▶ [SOURCE INFORMATION]:
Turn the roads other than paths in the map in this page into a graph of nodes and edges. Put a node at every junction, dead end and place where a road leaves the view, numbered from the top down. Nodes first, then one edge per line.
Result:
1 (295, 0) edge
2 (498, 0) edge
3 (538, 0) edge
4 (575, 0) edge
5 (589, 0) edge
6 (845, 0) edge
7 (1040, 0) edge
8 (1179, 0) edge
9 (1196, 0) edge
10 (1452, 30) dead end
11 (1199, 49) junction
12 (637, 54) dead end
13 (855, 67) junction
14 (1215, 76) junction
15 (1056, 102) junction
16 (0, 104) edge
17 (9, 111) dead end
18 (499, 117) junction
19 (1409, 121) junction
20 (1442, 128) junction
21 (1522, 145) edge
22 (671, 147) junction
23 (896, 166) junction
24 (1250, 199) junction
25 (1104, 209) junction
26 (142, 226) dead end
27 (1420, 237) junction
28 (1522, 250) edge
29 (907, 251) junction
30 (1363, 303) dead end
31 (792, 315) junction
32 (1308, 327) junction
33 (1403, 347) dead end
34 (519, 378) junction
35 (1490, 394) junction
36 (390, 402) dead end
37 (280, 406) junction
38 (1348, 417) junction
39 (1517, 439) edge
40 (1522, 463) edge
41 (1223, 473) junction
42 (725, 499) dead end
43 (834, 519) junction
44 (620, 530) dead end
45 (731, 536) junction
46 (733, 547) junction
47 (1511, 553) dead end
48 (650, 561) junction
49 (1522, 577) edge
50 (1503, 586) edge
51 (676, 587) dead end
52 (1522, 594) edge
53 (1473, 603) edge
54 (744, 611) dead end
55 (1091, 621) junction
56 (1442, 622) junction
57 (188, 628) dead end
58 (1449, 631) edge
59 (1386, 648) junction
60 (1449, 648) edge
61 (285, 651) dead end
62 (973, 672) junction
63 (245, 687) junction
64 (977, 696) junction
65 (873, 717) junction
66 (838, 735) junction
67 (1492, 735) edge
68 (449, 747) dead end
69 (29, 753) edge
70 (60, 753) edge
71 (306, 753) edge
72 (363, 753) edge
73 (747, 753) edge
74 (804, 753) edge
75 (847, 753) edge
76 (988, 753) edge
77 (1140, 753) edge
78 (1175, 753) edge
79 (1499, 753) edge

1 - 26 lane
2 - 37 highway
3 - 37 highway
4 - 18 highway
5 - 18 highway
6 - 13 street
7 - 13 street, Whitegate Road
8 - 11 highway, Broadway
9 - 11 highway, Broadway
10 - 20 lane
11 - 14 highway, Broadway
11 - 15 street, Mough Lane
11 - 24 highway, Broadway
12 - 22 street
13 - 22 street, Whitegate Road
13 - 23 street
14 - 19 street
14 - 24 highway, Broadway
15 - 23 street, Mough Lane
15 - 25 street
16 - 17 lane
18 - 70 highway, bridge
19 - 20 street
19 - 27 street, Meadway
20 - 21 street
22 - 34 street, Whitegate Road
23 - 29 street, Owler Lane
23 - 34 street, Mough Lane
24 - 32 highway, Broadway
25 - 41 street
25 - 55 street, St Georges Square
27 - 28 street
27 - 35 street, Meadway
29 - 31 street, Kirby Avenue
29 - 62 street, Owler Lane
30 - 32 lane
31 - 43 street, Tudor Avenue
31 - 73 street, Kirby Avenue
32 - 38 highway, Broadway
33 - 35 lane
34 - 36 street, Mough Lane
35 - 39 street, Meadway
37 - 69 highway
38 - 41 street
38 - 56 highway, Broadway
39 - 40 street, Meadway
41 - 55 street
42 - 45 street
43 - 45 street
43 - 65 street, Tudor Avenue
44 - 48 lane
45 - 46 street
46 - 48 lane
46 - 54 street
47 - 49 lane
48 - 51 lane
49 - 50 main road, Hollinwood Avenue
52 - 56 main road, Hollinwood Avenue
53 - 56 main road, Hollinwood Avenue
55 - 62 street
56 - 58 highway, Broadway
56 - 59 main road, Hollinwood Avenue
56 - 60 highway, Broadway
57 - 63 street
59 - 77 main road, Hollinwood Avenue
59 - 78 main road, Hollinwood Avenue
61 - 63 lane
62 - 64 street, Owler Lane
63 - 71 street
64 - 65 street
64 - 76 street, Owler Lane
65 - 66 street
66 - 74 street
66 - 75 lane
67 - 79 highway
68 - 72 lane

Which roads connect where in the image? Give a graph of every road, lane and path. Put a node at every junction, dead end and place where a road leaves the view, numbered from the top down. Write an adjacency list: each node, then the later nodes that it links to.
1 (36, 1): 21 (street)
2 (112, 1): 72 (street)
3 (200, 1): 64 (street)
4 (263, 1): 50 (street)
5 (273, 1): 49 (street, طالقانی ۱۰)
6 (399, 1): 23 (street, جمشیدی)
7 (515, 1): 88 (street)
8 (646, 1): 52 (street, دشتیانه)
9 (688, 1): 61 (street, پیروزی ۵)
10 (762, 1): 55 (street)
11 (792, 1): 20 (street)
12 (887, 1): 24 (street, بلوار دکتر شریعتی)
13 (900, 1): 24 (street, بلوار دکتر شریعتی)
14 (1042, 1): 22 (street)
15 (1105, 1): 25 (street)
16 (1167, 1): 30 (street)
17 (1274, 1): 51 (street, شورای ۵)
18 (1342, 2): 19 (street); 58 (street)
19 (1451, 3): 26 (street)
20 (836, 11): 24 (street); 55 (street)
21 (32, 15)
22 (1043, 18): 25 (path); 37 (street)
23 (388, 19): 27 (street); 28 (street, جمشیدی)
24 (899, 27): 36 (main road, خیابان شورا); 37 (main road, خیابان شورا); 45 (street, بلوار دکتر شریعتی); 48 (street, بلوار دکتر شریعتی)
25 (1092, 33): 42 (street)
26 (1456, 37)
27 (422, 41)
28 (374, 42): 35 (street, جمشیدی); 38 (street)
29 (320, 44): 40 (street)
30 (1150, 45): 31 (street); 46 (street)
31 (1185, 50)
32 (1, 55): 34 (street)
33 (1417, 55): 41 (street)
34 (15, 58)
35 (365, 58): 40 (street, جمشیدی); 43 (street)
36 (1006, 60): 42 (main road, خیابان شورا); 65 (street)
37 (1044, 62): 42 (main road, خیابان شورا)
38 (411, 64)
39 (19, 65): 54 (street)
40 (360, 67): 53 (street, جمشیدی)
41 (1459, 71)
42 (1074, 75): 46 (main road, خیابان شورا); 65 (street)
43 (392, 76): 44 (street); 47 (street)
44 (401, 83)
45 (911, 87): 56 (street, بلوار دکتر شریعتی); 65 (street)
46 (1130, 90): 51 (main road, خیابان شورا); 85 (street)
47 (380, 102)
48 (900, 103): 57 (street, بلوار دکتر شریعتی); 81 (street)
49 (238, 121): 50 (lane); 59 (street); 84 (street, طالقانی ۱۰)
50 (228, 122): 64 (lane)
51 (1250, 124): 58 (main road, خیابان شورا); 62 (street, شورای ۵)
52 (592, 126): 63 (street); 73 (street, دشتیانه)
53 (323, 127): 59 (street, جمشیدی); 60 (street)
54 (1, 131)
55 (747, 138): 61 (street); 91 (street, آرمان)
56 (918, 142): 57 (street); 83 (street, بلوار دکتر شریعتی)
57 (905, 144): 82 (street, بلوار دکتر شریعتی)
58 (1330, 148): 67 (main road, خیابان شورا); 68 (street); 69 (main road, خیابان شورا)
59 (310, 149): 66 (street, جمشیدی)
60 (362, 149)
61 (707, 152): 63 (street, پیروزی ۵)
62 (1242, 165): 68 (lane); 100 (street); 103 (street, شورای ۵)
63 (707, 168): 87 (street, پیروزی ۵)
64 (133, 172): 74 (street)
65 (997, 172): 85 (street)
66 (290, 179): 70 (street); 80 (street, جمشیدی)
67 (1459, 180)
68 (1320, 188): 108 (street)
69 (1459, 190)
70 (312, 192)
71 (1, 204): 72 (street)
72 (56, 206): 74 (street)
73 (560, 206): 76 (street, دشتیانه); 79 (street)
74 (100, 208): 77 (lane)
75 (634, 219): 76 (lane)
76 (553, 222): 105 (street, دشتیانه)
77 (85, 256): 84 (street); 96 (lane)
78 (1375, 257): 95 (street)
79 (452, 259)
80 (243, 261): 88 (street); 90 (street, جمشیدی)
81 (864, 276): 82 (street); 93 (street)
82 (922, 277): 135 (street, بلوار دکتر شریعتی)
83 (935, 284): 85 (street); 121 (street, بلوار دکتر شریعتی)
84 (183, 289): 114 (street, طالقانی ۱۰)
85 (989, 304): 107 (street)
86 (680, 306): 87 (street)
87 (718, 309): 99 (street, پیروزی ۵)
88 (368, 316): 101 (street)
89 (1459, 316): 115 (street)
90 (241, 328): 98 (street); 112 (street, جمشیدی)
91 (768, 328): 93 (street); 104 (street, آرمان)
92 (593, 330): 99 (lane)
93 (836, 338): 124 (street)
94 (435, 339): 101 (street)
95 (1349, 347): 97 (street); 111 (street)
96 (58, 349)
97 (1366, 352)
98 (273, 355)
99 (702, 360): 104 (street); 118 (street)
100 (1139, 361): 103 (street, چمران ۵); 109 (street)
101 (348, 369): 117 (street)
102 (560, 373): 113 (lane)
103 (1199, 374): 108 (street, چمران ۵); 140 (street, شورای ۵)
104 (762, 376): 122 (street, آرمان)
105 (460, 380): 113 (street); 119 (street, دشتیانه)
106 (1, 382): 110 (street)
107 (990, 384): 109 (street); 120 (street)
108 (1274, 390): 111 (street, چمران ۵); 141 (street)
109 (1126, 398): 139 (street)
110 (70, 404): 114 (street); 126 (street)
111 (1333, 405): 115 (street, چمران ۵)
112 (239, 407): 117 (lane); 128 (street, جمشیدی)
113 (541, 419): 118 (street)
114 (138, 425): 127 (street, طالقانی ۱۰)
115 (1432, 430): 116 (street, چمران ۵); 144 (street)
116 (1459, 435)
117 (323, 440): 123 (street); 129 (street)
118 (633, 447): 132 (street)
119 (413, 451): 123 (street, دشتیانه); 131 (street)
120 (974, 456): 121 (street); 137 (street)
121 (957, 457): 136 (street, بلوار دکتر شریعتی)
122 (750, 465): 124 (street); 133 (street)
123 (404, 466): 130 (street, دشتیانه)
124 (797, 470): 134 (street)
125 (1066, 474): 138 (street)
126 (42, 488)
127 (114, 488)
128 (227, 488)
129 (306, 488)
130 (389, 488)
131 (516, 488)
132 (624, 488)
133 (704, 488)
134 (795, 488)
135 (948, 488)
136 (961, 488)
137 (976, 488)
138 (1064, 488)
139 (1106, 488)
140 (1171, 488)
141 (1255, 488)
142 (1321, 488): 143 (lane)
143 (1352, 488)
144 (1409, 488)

▶ [EXERCISE REQUIREMENTS]: Copy each line of the preceding data that contains the string "Meadway".

▶ [SOLUTION FOR THIS PROBLEM]:
19 - 27 street, Meadway
27 - 35 street, Meadway
35 - 39 street, Meadway
39 - 40 street, Meadway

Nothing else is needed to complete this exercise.